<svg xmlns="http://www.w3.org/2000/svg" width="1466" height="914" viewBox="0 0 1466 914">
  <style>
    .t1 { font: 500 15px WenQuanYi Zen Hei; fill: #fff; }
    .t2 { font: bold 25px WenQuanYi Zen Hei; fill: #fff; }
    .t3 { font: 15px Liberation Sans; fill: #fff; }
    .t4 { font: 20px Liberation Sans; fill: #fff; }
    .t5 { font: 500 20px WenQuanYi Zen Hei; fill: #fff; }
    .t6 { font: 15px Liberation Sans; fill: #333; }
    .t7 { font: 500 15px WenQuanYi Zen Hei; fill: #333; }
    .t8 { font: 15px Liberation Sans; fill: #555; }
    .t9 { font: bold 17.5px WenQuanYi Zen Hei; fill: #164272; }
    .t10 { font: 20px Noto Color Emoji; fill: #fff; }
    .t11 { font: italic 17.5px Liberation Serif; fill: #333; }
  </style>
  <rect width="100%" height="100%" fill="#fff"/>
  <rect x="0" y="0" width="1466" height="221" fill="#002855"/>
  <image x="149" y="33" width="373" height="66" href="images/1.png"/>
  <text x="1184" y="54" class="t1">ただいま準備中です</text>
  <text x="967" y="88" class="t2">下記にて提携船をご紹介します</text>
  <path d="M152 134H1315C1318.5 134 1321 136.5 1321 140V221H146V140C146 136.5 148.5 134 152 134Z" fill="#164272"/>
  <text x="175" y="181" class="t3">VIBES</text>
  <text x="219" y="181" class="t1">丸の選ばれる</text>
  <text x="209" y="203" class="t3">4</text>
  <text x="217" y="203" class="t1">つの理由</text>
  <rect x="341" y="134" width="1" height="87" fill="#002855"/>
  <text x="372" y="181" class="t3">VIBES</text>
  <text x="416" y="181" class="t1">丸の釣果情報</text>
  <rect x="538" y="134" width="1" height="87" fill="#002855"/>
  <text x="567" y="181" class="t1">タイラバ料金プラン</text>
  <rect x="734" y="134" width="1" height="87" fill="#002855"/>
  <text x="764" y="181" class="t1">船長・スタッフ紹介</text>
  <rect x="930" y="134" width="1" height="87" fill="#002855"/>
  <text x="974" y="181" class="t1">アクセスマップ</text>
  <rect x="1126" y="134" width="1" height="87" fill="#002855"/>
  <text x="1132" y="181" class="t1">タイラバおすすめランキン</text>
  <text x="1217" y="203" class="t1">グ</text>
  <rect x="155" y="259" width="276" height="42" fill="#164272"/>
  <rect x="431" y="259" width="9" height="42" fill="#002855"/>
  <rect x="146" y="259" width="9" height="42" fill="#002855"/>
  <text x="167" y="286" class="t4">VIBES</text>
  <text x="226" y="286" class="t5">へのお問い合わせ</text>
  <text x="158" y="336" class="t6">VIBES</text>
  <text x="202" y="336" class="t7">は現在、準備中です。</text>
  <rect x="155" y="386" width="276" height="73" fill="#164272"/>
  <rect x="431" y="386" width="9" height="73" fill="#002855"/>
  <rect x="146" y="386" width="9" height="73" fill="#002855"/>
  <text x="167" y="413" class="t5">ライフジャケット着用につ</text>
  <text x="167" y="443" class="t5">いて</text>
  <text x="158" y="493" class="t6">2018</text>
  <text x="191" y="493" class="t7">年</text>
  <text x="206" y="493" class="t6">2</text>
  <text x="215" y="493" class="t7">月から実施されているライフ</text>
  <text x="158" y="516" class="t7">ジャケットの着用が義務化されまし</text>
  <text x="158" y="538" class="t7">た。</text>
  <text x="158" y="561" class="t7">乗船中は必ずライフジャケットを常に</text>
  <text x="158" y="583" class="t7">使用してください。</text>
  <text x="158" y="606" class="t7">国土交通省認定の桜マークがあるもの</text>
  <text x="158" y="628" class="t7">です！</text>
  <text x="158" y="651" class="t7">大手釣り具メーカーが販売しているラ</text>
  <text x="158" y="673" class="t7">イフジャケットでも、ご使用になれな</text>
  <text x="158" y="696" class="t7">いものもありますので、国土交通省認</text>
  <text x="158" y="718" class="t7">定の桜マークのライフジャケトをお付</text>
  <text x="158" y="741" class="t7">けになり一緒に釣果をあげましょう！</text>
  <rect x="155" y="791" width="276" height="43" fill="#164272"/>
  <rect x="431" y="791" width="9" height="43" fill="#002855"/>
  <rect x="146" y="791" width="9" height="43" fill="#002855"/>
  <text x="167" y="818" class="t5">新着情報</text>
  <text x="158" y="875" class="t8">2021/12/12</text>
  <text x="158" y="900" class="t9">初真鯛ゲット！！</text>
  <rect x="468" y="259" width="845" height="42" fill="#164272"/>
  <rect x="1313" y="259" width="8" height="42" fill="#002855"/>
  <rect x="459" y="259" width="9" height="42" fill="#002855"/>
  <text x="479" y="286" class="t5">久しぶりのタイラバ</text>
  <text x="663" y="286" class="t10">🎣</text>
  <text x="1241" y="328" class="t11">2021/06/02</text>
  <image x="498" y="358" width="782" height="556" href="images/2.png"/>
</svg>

---+---

Lines containing the string "Liberation" are the ones to copy from the entries above.

    .t3 { font: 15px Liberation Sans; fill: #fff; }
    .t4 { font: 20px Liberation Sans; fill: #fff; }
    .t6 { font: 15px Liberation Sans; fill: #333; }
    .t8 { font: 15px Liberation Sans; fill: #555; }
    .t11 { font: italic 17.5px Liberation Serif; fill: #333; }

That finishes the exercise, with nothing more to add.